>>

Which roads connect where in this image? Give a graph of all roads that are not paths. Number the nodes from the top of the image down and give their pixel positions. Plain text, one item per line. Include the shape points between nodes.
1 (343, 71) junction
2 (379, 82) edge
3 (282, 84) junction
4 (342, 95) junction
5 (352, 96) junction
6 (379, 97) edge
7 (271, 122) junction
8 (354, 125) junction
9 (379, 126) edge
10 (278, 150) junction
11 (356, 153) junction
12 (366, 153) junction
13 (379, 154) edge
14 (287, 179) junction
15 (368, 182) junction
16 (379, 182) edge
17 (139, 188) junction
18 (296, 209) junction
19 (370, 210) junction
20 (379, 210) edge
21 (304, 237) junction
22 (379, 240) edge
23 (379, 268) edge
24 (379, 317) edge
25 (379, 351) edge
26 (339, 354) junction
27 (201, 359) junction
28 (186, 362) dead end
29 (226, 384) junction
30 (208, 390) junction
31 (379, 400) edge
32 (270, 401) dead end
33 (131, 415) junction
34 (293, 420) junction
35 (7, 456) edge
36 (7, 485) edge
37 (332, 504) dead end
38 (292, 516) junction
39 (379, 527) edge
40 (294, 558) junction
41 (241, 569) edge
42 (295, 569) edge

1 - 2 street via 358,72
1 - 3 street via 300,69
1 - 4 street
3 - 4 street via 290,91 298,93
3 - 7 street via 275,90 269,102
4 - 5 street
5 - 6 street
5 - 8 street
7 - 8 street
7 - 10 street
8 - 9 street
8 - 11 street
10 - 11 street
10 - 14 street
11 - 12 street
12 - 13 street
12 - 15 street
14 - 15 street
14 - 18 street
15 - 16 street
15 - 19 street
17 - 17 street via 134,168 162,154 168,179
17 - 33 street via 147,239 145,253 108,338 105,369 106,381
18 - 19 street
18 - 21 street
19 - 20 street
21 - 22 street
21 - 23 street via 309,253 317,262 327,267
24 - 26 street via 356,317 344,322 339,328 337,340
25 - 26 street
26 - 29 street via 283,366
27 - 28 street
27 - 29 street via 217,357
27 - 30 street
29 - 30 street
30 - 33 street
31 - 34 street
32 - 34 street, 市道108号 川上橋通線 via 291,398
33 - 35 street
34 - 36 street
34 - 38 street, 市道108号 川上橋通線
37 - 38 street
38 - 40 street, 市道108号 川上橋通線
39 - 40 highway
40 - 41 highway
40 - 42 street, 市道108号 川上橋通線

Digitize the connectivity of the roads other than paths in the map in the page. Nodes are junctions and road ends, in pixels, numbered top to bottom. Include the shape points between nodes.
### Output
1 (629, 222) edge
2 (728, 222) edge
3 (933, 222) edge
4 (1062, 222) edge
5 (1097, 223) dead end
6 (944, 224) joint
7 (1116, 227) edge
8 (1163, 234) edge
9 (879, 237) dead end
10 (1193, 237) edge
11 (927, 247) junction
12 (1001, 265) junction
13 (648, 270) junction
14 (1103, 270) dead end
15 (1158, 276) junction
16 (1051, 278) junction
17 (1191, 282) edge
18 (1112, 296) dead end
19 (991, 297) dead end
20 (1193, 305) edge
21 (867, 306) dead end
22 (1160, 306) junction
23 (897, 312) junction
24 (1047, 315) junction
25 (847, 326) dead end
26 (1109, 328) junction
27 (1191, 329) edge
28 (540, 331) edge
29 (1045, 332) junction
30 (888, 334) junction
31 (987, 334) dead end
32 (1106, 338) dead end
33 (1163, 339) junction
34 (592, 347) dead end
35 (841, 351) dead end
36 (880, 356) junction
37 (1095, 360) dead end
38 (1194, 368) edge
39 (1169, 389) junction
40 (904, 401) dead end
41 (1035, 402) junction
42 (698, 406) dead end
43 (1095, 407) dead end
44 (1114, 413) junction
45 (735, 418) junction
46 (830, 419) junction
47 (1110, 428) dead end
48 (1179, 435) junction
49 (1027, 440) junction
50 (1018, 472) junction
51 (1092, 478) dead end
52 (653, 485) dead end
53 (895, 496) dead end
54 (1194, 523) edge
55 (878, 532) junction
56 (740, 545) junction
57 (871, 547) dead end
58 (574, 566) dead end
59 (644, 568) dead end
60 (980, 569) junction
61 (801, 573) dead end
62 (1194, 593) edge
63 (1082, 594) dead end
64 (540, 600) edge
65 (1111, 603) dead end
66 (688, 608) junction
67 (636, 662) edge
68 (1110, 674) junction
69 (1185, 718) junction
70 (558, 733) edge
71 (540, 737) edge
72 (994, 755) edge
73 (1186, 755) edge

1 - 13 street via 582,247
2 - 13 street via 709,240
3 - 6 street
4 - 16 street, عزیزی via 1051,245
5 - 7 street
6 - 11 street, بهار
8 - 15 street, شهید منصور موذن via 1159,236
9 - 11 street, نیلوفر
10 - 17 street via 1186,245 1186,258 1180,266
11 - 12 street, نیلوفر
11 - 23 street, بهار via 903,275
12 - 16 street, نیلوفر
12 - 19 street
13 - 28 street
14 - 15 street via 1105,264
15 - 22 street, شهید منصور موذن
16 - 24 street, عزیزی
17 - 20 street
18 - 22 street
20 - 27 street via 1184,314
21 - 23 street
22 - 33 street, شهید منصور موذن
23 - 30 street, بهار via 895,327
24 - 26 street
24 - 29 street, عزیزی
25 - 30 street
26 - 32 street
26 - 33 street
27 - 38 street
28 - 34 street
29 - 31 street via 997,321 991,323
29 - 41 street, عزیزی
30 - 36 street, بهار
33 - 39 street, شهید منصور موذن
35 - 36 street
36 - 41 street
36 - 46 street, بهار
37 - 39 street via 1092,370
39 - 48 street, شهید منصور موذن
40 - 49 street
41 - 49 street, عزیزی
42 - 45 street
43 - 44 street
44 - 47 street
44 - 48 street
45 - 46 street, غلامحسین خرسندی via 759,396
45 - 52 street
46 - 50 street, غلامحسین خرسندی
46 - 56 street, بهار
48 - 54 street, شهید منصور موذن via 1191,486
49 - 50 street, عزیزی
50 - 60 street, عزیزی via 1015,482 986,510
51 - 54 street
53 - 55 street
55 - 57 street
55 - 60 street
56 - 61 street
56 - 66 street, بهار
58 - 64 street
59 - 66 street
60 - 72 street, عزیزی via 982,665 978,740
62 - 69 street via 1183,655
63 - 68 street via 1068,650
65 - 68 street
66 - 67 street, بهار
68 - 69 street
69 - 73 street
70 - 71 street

<<

[TASK] Within the entries above, find every line where the string "موذن" occurs, and copy it.

[OUTPUT OF THE TASK]
8 - 15 street, شهید منصور موذن via 1159,236
15 - 22 street, شهید منصور موذن
22 - 33 street, شهید منصور موذن
33 - 39 street, شهید منصور موذن
39 - 48 street, شهید منصور موذن
48 - 54 street, شهید منصور موذن via 1191,486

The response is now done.